Work to be completed = Every line below that has the word "Королёва" counts once; report how many lines that makes, with no other words.

Data excerpts =

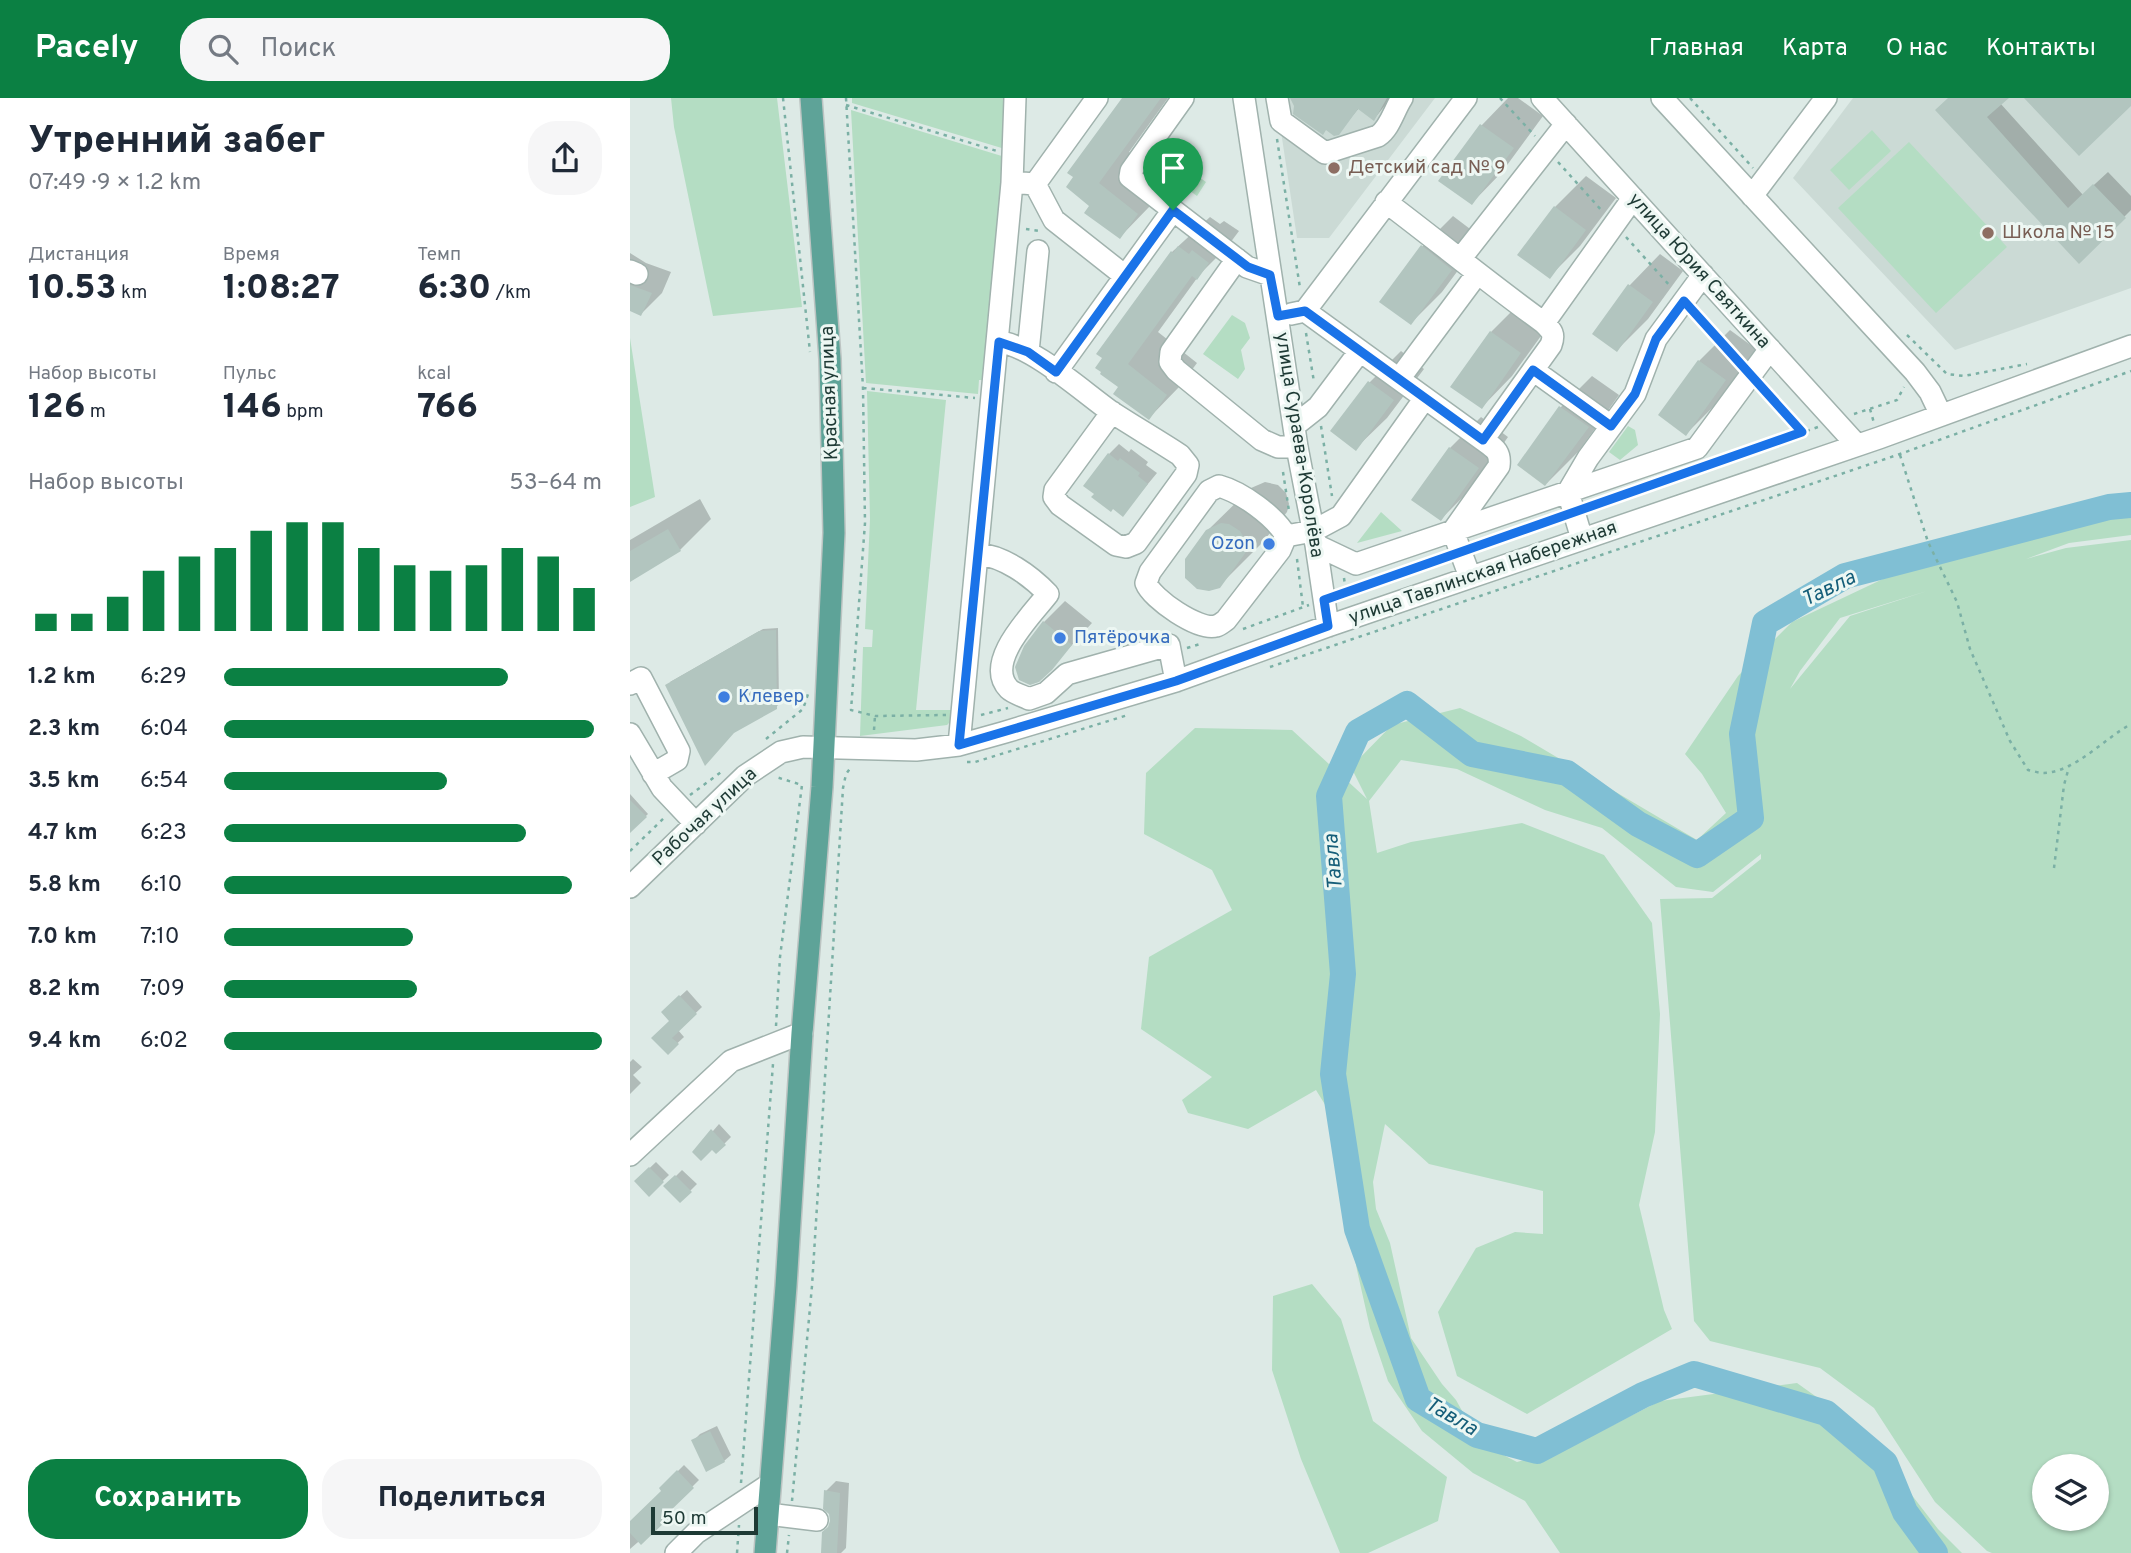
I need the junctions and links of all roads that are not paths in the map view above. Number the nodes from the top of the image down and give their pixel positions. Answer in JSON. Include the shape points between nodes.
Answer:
{"nodes":[{"id":1,"x":811,"y":98,"type":"edge"},
{"id":2,"x":1015,"y":98,"type":"edge"},
{"id":3,"x":1097,"y":98,"type":"edge"},
{"id":4,"x":1183,"y":98,"type":"edge"},
{"id":5,"x":1244,"y":98,"type":"edge"},
{"id":6,"x":1277,"y":98,"type":"edge"},
{"id":7,"x":1402,"y":98,"type":"edge"},
{"id":8,"x":1466,"y":98,"type":"edge"},
{"id":9,"x":1542,"y":98,"type":"edge"},
{"id":10,"x":1662,"y":98,"type":"edge"},
{"id":11,"x":1826,"y":98,"type":"edge"},
{"id":12,"x":1566,"y":124,"type":"junction"},
{"id":13,"x":1012,"y":183,"type":"junction"},
{"id":14,"x":1035,"y":184,"type":"junction"},
{"id":15,"x":1758,"y":189,"type":"junction"},
{"id":16,"x":1633,"y":198,"type":"junction"},
{"id":17,"x":1386,"y":202,"type":"junction"},
{"id":18,"x":1173,"y":210,"type":"junction"},
{"id":19,"x":1039,"y":241,"type":"road end"},
{"id":20,"x":1461,"y":258,"type":"junction"},
{"id":21,"x":1237,"y":259,"type":"junction"},
{"id":22,"x":1477,"y":274,"type":"junction"},
{"id":23,"x":1270,"y":275,"type":"junction"},
{"id":24,"x":1703,"y":275,"type":"junction"},
{"id":25,"x":1125,"y":276,"type":"junction"},
{"id":26,"x":1304,"y":311,"type":"junction"},
{"id":27,"x":1278,"y":316,"type":"junction"},
{"id":28,"x":1545,"y":323,"type":"junction"},
{"id":29,"x":999,"y":342,"type":"junction"},
{"id":30,"x":2131,"y":346,"type":"edge"},
{"id":31,"x":1770,"y":349,"type":"junction"},
{"id":32,"x":1360,"y":351,"type":"junction"},
{"id":33,"x":1028,"y":352,"type":"junction"},
{"id":34,"x":1533,"y":370,"type":"junction"},
{"id":35,"x":1056,"y":372,"type":"junction"},
{"id":36,"x":1399,"y":379,"type":"junction"},
{"id":37,"x":1425,"y":398,"type":"junction"},
{"id":38,"x":1112,"y":412,"type":"junction"},
{"id":39,"x":1941,"y":415,"type":"junction"},
{"id":40,"x":1611,"y":426,"type":"junction"},
{"id":41,"x":1296,"y":436,"type":"junction"},
{"id":42,"x":1483,"y":440,"type":"junction"},
{"id":43,"x":1856,"y":444,"type":"junction"},
{"id":44,"x":1571,"y":502,"type":"junction"},
{"id":45,"x":1453,"y":531,"type":"junction"},
{"id":46,"x":1286,"y":536,"type":"junction"},
{"id":47,"x":1315,"y":538,"type":"junction"},
{"id":48,"x":1582,"y":539,"type":"junction"},
{"id":49,"x":978,"y":554,"type":"junction"},
{"id":50,"x":1470,"y":577,"type":"junction"},
{"id":51,"x":1328,"y":626,"type":"junction"},
{"id":52,"x":1176,"y":681,"type":"junction"},
{"id":53,"x":630,"y":684,"type":"edge"},
{"id":54,"x":630,"y":734,"type":"edge"},
{"id":55,"x":959,"y":745,"type":"junction"},
{"id":56,"x":824,"y":747,"type":"junction"},
{"id":57,"x":653,"y":774,"type":"junction"},
{"id":58,"x":696,"y":824,"type":"junction"},
{"id":59,"x":630,"y":887,"type":"edge"},
{"id":60,"x":802,"y":1033,"type":"junction"},
{"id":61,"x":630,"y":1155,"type":"edge"},
{"id":62,"x":770,"y":1484,"type":"junction"},
{"id":63,"x":768,"y":1514,"type":"junction"},
{"id":64,"x":817,"y":1520,"type":"dead end"},
{"id":65,"x":676,"y":1553,"type":"edge"},
{"id":66,"x":765,"y":1553,"type":"edge"}],
"edges":[{"from":1,"to":56,"type":"main road","name":"Красная улица","via":[[830,359],[834,533],[819,688]]},
{"from":2,"to":13,"type":"street"},
{"from":3,"to":14,"type":"street"},
{"from":4,"to":18,"type":"street","via":[[1130,171],[1130,177]]},
{"from":5,"to":23,"type":"street","name":"улица Сураева-Королёва"},
{"from":6,"to":7,"type":"street","via":[[1281,121],[1325,153],[1378,136]]},
{"from":8,"to":17,"type":"street"},
{"from":9,"to":12,"type":"street","name":"улица Юрия Святкина"},
{"from":10,"to":15,"type":"street"},
{"from":11,"to":15,"type":"street"},
{"from":12,"to":16,"type":"street","name":"улица Юрия Святкина"},
{"from":12,"to":20,"type":"street"},
{"from":13,"to":14,"type":"street"},
{"from":13,"to":29,"type":"street"},
{"from":14,"to":25,"type":"street","via":[[1054,220]]},
{"from":15,"to":39,"type":"street","via":[[1915,372]]},
{"from":16,"to":24,"type":"street","name":"улица Юрия Святкина"},
{"from":16,"to":28,"type":"street"},
{"from":17,"to":20,"type":"street"},
{"from":17,"to":26,"type":"street"},
{"from":18,"to":21,"type":"street"},
{"from":18,"to":25,"type":"street"},
{"from":19,"to":33,"type":"street"},
{"from":20,"to":22,"type":"street"},
{"from":21,"to":23,"type":"street"},
{"from":21,"to":41,"type":"street","via":[[1171,352],[1170,362],[1262,440],[1278,447]]},
{"from":22,"to":28,"type":"street"},
{"from":22,"to":36,"type":"street"},
{"from":23,"to":27,"type":"street","name":"улица Сураева-Королёва"},
{"from":24,"to":31,"type":"street","name":"улица Юрия Святкина"},
{"from":24,"to":40,"type":"street","via":[[1656,339],[1635,394]]},
{"from":25,"to":35,"type":"street"},
{"from":26,"to":27,"type":"street"},
{"from":26,"to":32,"type":"street"},
{"from":27,"to":41,"type":"street","name":"улица Сураева-Королёва"},
{"from":28,"to":34,"type":"street","via":[[1554,337]]},
{"from":29,"to":33,"type":"street"},
{"from":29,"to":49,"type":"street"},
{"from":30,"to":39,"type":"street","name":"улица Тавлинская Набережная"},
{"from":31,"to":43,"type":"street","name":"улица Юрия Святкина"},
{"from":31,"to":44,"type":"street","via":[[1698,448]]},
{"from":32,"to":36,"type":"street"},
{"from":32,"to":41,"type":"street"},
{"from":33,"to":35,"type":"street"},
{"from":34,"to":40,"type":"street"},
{"from":34,"to":42,"type":"street"},
{"from":35,"to":38,"type":"street"},
{"from":36,"to":37,"type":"street"},
{"from":37,"to":42,"type":"street"},
{"from":37,"to":47,"type":"street","via":[[1341,516]]},
{"from":38,"to":38,"type":"street","via":[[1180,455],[1188,465],[1136,543],[1126,547],[1116,545],[1054,497]]},
{"from":39,"to":43,"type":"street","name":"улица Тавлинская Набережная"},
{"from":40,"to":44,"type":"street","via":[[1581,467]]},
{"from":41,"to":47,"type":"street","name":"улица Сураева-Королёва"},
{"from":42,"to":45,"type":"street","via":[[1497,450],[1499,466]]},
{"from":43,"to":48,"type":"street","name":"улица Тавлинская Набережная"},
{"from":44,"to":45,"type":"street"},
{"from":44,"to":48,"type":"street"},
{"from":45,"to":47,"type":"street","via":[[1356,564]]},
{"from":45,"to":50,"type":"street"},
{"from":46,"to":46,"type":"street","via":[[1278,522],[1219,486],[1209,491],[1146,583],[1150,592],[1184,616],[1215,627],[1226,620]]},
{"from":46,"to":47,"type":"street"},
{"from":47,"to":51,"type":"street","name":"улица Сураева-Королёва"},
{"from":48,"to":50,"type":"street","name":"улица Тавлинская Набережная"},
{"from":49,"to":52,"type":"street","via":[[993,556],[1048,594],[1002,654],[1002,675],[1009,690],[1029,699],[1046,693],[1067,674],[1170,645]]},
{"from":49,"to":55,"type":"street"},
{"from":50,"to":51,"type":"street","name":"улица Тавлинская Набережная"},
{"from":51,"to":52,"type":"street","name":"улица Тавлинская Набережная"},
{"from":52,"to":55,"type":"street","name":"улица Тавлинская Набережная"},
{"from":53,"to":57,"type":"street","via":[[641,678],[679,751],[677,760]]},
{"from":54,"to":57,"type":"street"},
{"from":55,"to":56,"type":"street","name":"улица Тавлинская Набережная","via":[[866,755]]},
{"from":56,"to":58,"type":"street","name":"Рабочая улица","via":[[764,751],[746,776]]},
{"from":56,"to":60,"type":"main road","name":"Красная улица"},
{"from":57,"to":58,"type":"street"},
{"from":58,"to":59,"type":"street","name":"Рабочая улица"},
{"from":60,"to":61,"type":"street","via":[[731,1061]]},
{"from":60,"to":62,"type":"main road","name":"Красная улица"},
{"from":62,"to":63,"type":"main road","name":"Красная улица"},
{"from":62,"to":65,"type":"street","via":[[696,1533]]},
{"from":63,"to":64,"type":"street"},
{"from":63,"to":66,"type":"main road","name":"Красная улица"}]}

Answer space = 5